Fatherhood, like all things worth doing well, is a work in progress. It is a day by day, minute by minute, think on your feet, lose your mind, what the hell just happened, and this is absolutely wonderful kind of thing. If you’re in it, you get it.

It is subjective, relative, personal and public. It is a cry in the night, a laugh in a moment, homework much harder than we remember, and a hand to hold. It is all these things and more, because fatherhood, much like the universe around us, is always expanding to create new things, push new boundaries, and boldly go into the great unknown — no matter how many books or blogs we may have read for advice and guidance there is only one way of learning all this dad stuff, and that is by doing. Always doing.

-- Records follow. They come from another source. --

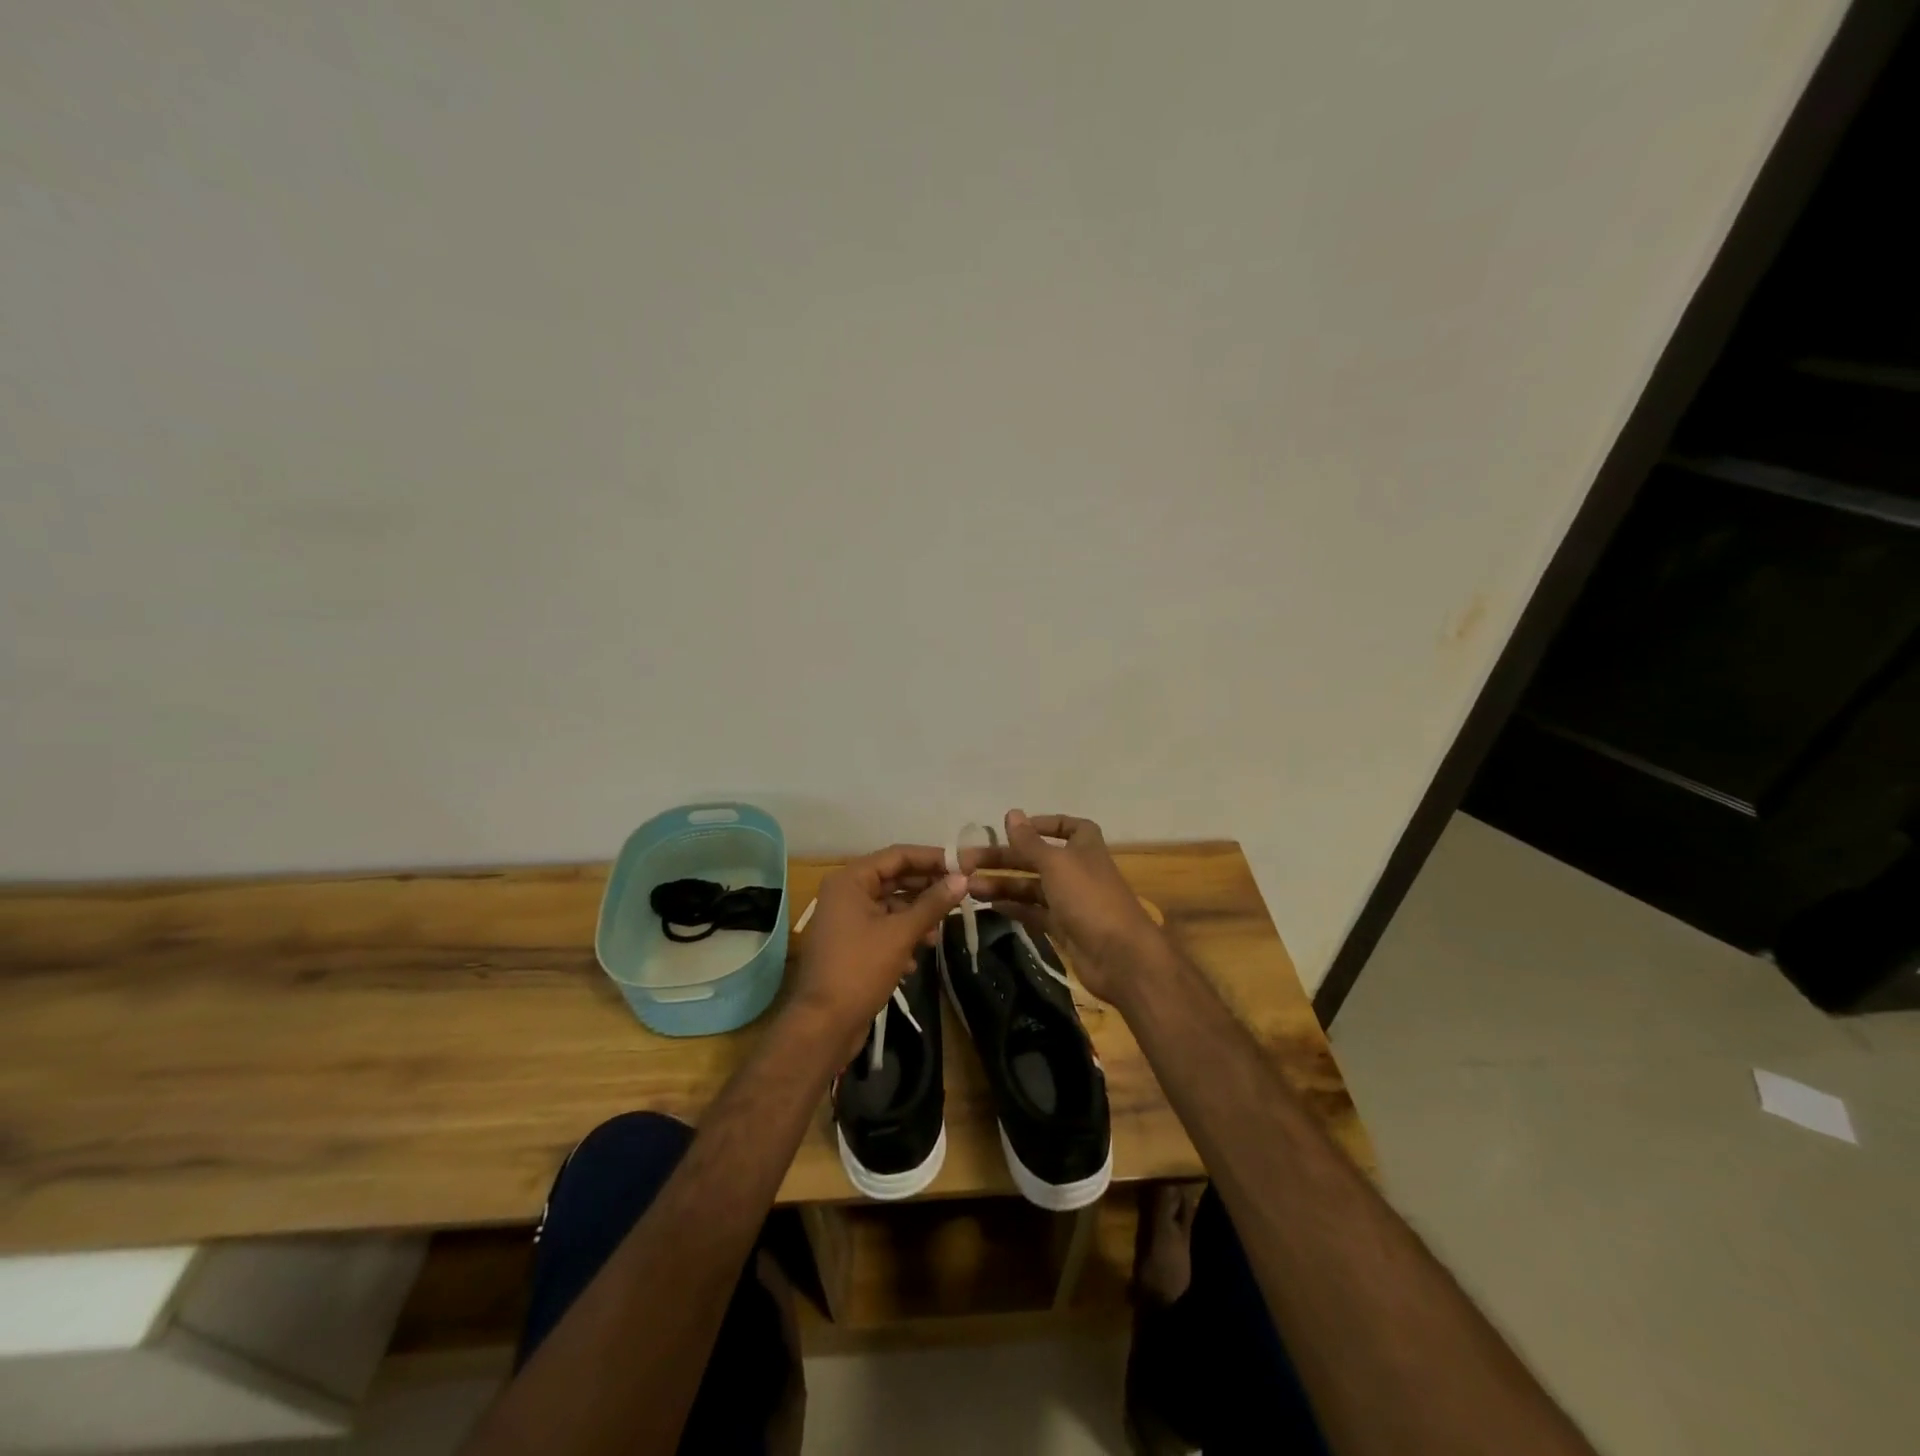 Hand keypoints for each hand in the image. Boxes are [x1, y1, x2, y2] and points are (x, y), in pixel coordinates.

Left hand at [788, 845, 966, 1058]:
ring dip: (916, 917)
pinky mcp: (850, 945)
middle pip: (894, 879)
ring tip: (936, 935)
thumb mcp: (901, 933)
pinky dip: (901, 937)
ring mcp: (845, 920)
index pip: (898, 855)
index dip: (933, 858)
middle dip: (926, 889)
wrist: (823, 1025)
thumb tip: (962, 878)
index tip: (964, 864)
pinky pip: (882, 929)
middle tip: (960, 895)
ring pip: (890, 906)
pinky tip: (915, 959)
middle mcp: (845, 893)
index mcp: (850, 880)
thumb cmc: (860, 970)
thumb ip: (933, 903)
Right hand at [963, 810, 1167, 1002]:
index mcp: (1084, 847)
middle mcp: (1078, 871)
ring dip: (1003, 884)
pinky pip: (1034, 913)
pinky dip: (1014, 908)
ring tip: (969, 887)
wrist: (1120, 957)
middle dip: (1004, 859)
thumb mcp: (1056, 864)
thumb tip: (1011, 813)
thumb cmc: (1089, 899)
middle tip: (967, 861)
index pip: (1068, 826)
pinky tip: (989, 907)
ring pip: (1032, 887)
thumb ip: (1030, 842)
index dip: (1043, 824)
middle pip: (1037, 858)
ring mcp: (1071, 902)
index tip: (1014, 828)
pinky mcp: (1064, 928)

I have been a father for 11 years, and I never saw it coming. It’s a funny thing to plan and dream for things you cannot understand.

We all walk the line called fatherhood, and our balance is precarious at best. The edges are smoothed by kind words and warm hugs. Our feet slip upon surfaces left wet by tiny tears and so many accidents. Balance is something we laugh about as we try our damnedest not to fall—some laughs are lost between tears and words best left unsaid. It happens.

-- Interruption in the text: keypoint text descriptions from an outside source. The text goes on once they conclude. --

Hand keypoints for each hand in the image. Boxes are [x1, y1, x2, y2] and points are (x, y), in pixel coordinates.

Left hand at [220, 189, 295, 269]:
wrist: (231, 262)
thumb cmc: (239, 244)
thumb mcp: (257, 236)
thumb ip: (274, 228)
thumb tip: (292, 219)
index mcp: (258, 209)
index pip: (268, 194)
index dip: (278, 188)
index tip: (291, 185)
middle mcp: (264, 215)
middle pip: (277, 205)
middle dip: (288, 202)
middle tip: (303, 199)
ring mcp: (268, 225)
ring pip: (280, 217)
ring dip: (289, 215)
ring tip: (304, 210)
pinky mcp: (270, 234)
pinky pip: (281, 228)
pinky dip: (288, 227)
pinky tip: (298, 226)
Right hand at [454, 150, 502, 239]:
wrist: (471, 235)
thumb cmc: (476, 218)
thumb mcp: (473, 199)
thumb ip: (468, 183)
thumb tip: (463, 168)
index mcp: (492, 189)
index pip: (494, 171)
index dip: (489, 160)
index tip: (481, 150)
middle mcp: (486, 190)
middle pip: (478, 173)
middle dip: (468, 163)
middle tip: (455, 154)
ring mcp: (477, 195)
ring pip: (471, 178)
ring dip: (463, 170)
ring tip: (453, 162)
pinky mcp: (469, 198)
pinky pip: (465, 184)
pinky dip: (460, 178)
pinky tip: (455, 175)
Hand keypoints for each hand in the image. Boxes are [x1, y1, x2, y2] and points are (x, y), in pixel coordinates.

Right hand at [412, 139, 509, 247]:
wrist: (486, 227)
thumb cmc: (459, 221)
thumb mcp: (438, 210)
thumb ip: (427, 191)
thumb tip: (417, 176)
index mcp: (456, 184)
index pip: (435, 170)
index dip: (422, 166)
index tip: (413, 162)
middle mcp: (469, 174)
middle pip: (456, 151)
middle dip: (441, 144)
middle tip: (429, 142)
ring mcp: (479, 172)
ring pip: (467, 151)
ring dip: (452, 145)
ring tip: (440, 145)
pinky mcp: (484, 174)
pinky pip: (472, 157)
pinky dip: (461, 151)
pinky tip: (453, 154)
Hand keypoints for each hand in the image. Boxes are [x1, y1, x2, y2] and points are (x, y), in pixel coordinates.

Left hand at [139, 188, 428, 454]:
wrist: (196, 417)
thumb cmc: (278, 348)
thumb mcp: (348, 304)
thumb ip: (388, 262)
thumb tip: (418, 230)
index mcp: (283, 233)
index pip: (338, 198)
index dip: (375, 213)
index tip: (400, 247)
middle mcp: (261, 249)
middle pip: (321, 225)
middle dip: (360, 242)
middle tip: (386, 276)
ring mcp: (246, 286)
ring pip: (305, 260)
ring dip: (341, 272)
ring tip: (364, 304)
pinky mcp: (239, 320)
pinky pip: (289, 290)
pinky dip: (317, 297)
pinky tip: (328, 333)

It is a path that our fathers walked before us, but our world is vastly different and it is always changing. That is our doing. We are that change, and we wish to see it.

It is a path that our peers, friends, and men everywhere stand upon, some more firmly than others. Yet the path is our own. It started where we started and it will end where we end. There will be steps backward and jumps ahead, and though it may often seem the contrary we will never be alone.

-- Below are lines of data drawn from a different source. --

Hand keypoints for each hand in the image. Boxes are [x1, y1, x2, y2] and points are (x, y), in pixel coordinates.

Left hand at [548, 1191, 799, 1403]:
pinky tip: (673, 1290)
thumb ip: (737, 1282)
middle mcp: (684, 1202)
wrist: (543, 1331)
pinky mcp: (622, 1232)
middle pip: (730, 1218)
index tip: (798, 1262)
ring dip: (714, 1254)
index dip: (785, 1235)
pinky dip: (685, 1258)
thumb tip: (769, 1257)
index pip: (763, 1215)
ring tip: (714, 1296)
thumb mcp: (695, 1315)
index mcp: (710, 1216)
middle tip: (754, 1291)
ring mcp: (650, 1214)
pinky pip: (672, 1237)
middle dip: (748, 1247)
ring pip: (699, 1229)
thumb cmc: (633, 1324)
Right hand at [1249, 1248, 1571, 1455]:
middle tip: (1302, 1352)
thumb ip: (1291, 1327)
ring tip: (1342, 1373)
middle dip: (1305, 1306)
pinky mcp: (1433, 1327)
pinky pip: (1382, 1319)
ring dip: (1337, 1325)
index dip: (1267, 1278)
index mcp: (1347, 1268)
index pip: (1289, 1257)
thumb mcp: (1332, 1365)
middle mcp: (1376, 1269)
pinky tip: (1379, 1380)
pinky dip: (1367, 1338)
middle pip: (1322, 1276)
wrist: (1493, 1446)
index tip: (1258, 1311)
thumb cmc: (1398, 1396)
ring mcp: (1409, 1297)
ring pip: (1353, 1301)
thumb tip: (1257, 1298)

There is no harness for fatherhood and there is no net. We are daredevils on a tightrope and to fall is to fail, and to fail is not an option. And yet failure is the greatest teacher we may ever know.

 

 

Fatherhood is complicated and layered in metaphors. Luckily, it breaks down easily. The aforementioned “doing it” is as simple as it sounds. To do it is to be there, and to be there is everything. Our children need us, sometimes more than we need them, and the best thing a dad can do is to be available, whether “there” is a place, a conversation, or an outlet for emotion, it all comes down to being present, and that gift is as good as gold whether giving or receiving. Fatherhood is full of rewards, and we bank them like memories.

I have been a father for 11 years, and I never saw it coming. That is to say, I always wanted to be a dad, and I thought that I would do well by it, but it is a funny thing to plan and dream for things you cannot understand — real life can be better than we ever hoped it would, and that is a pretty nice way of living.

It hit me the moment my first son was born. My wife had been in labor for nearly 16 hours, which is about a lifetime longer than my own experience, and when our son was born, big and beautiful in the small, quiet hours of a rainy summer morning, it hit me like a ton of everything. That was love turned to 11, and it floored me to think that I had been taking it all for granted. The first thing I did was step into the cool, wet dawn and call my parents to apologize. I really had no idea.

I feared that my love and joy for one child could not be shared, doubled, or replicated.

I admit that I was worried about baby number two. We had had a good run. Two-and-a-half years as a family of three had led to routine and comfort, and we grew lazy in our happiness. I feared that my love and joy for one child could not be shared, doubled, or replicated. I was afraid that I would do them both an injustice.

That lasted about nine months, until the moment our second son arrived, and then, in the timeless words of Yogi Berra, it was deja vu all over again, except the sun was shining and it was warmer out.

Suddenly fatherhood had gone up a notch, and I braced myself accordingly.

 

 

I have retraced forgotten steps to search for items dropped hours after their loss and minutes into the crying. I have wandered blocks from strange places to find substance in the hours when no child should be hungry and the night had left us tired and unprepared. I have looked into my sons’ eyes and said things that embarrass us all.

I have slammed doors and stood behind them beneath a soundtrack of tears.

I have slept in small beds, curled around my children like a blanket of security, and felt my legs grow slowly numb and my toes start to tingle.

The line is not straight. It loops and knots and forks, and maps are useless and hard to fold.

I have healed wounds, and I have been healed when I was broken. We have met in the middle and found much happiness there.

The line is not straight. It loops and knots and forks, and maps are useless and hard to fold. Road signs consist of frowns and smiles, and many things we cannot read.

We run, we skip, and we dance upon it — coming, going, and back again, to places near and far.

When we pass each other we nod and wave. We tell tales of where we are going and stories of where we have been. And in the distance there are children laughing loudly and growing way too fast, each breath a beacon and a breadcrumb guiding our footsteps to the place that we call home, and that is the place where we long to be.

Fatherhood, like all things worth doing well, is a work in progress. Enjoy it.